WORK INSTRUCTION
Please print each entry below exactly as it reads.

SUPPLIED ENTRIES
• • • • • • •
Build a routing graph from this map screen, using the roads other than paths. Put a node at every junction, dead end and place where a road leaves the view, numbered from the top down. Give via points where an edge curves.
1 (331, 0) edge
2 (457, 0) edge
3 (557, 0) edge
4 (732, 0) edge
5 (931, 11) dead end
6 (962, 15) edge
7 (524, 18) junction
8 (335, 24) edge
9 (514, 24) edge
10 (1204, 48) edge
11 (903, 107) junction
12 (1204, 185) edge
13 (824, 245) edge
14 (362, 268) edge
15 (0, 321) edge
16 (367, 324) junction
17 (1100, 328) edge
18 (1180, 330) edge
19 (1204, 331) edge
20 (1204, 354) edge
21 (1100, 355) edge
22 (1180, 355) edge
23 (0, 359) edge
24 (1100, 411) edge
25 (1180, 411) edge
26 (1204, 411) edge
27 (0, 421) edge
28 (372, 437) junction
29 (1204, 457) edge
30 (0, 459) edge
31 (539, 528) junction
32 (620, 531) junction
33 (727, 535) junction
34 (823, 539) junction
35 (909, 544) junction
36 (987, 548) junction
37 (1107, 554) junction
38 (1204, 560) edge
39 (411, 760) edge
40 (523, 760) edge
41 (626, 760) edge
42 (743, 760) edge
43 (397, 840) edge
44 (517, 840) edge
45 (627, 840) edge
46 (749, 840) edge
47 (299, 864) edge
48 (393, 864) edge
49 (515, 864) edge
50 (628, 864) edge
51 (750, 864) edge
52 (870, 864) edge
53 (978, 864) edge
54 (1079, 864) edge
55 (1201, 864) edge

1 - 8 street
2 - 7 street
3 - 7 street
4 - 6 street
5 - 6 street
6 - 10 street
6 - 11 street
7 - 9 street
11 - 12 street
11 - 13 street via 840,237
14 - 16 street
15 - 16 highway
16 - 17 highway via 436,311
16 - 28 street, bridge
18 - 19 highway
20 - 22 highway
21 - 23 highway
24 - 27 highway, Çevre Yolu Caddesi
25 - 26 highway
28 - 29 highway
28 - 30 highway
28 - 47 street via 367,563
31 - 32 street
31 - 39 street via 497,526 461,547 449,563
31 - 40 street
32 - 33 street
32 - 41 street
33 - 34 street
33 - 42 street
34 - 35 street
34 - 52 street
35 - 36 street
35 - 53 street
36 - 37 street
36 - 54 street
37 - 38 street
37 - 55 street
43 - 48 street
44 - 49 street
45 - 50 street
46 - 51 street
• • • • • • •
TASK ANSWER
Build a routing graph from this map screen, using the roads other than paths. Put a node at every junction, dead end and place where a road leaves the view, numbered from the top down. Give via points where an edge curves.
1 (331, 0) edge
2 (457, 0) edge
3 (557, 0) edge
4 (732, 0) edge
5 (931, 11) dead end
6 (962, 15) edge
7 (524, 18) junction
8 (335, 24) edge
9 (514, 24) edge
10 (1204, 48) edge
11 (903, 107) junction
12 (1204, 185) edge
13 (824, 245) edge
14 (362, 268) edge
15 (0, 321) edge
16 (367, 324) junction
17 (1100, 328) edge
18 (1180, 330) edge
19 (1204, 331) edge
20 (1204, 354) edge
21 (1100, 355) edge
22 (1180, 355) edge
23 (0, 359) edge
24 (1100, 411) edge
25 (1180, 411) edge
26 (1204, 411) edge
27 (0, 421) edge
28 (372, 437) junction
29 (1204, 457) edge
30 (0, 459) edge
31 (539, 528) junction
32 (620, 531) junction
33 (727, 535) junction
34 (823, 539) junction
35 (909, 544) junction
36 (987, 548) junction
37 (1107, 554) junction
38 (1204, 560) edge
39 (411, 760) edge
40 (523, 760) edge
41 (626, 760) edge
42 (743, 760) edge
43 (397, 840) edge
44 (517, 840) edge
45 (627, 840) edge
46 (749, 840) edge
47 (299, 864) edge
48 (393, 864) edge
49 (515, 864) edge
50 (628, 864) edge
51 (750, 864) edge
52 (870, 864) edge
53 (978, 864) edge
54 (1079, 864) edge
55 (1201, 864) edge

1 - 8 street
2 - 7 street
3 - 7 street
4 - 6 street
5 - 6 street
6 - 10 street
6 - 11 street
7 - 9 street
11 - 12 street
11 - 13 street via 840,237
14 - 16 street
15 - 16 highway
16 - 17 highway via 436,311
16 - 28 street, bridge
18 - 19 highway
20 - 22 highway
21 - 23 highway
24 - 27 highway, Çevre Yolu Caddesi
25 - 26 highway
28 - 29 highway
28 - 30 highway
28 - 47 street via 367,563
31 - 32 street
31 - 39 street via 497,526 461,547 449,563
31 - 40 street
32 - 33 street
32 - 41 street
33 - 34 street
33 - 42 street
34 - 35 street
34 - 52 street
35 - 36 street
35 - 53 street
36 - 37 street
36 - 54 street
37 - 38 street
37 - 55 street
43 - 48 street
44 - 49 street
45 - 50 street
46 - 51 street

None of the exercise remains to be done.